Pivot Point Positions (e.g., positions of A, E, and other critical points):
- Boundaries: Defined by the geometry of the surrounding structure and the need for smooth, efficient operation of the mechanism. These should be experimentally optimized to ensure proper alignment and minimize wear and tear.
Material Properties (if considered as design variables):
- Boundaries: Based on available materials, cost considerations, and required mechanical properties such as strength, ductility, and corrosion resistance. The selection should aim for a balance between performance and economy.
Force and Load Capacity:
- Lower Boundary: Must meet the minimum requirements for the intended application.
- Upper Boundary:Constrained by the need to avoid over-engineering and excessive costs. The upper limit should be determined by safety factors and practical operating conditions.

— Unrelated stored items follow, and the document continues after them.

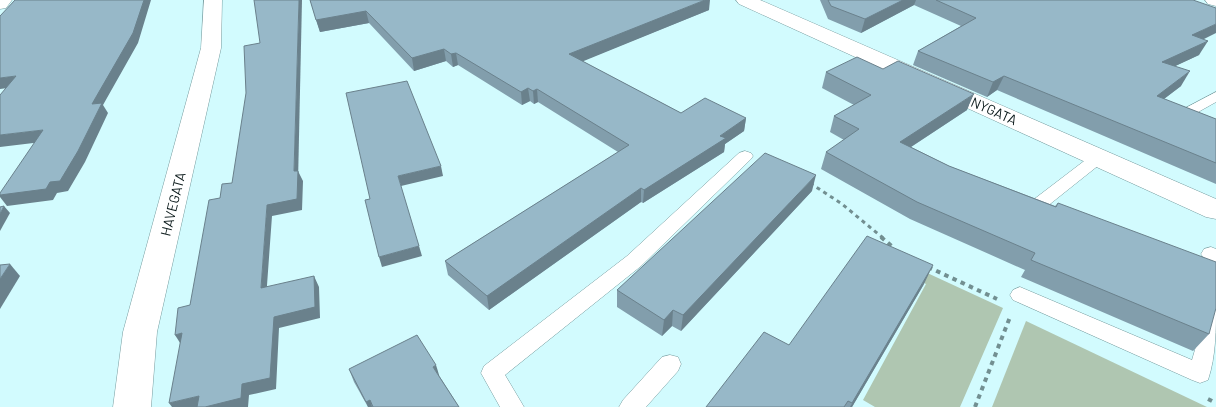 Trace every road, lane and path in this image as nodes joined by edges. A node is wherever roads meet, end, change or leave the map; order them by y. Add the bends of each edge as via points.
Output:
1 (3, 0) edge
2 (213, 0) edge
3 (745, 0) edge
4 (0, 4) edge
5 (1216, 96) edge
6 (1179, 117) edge
7 (746, 156) dead end
8 (1098, 158) junction
9 (801, 179) edge
10 (1039, 204) edge
11 (1216, 210) edge
12 (895, 249) edge
13 (1017, 301) joint
14 (1216, 312) edge
15 (670, 364) dead end
16 (132, 407) edge
17 (512, 407) edge
18 (631, 407) edge
19 (975, 407) edge

1 - 4 street
2 - 16 street, HAVEGATA via 211,48 140,332
3 - 8 street, NYGATA
5 - 6 lane
7 - 17 lane via 634,261 492,373
8 - 10 lane
8 - 11 street, NYGATA
9 - 12 path via 842,204
13 - 14 lane via 1200,374
13 - 19 path
15 - 18 lane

By setting these boundary conditions through a combination of theoretical analysis, experimental iteration, and practical considerations, the optimization process can proceed efficiently, reducing computational complexity while ensuring that the resulting design meets all performance, economic, and manufacturability requirements. Regular review and adjustment of these boundaries during the design process may be necessary to adapt to new findings or changing design constraints.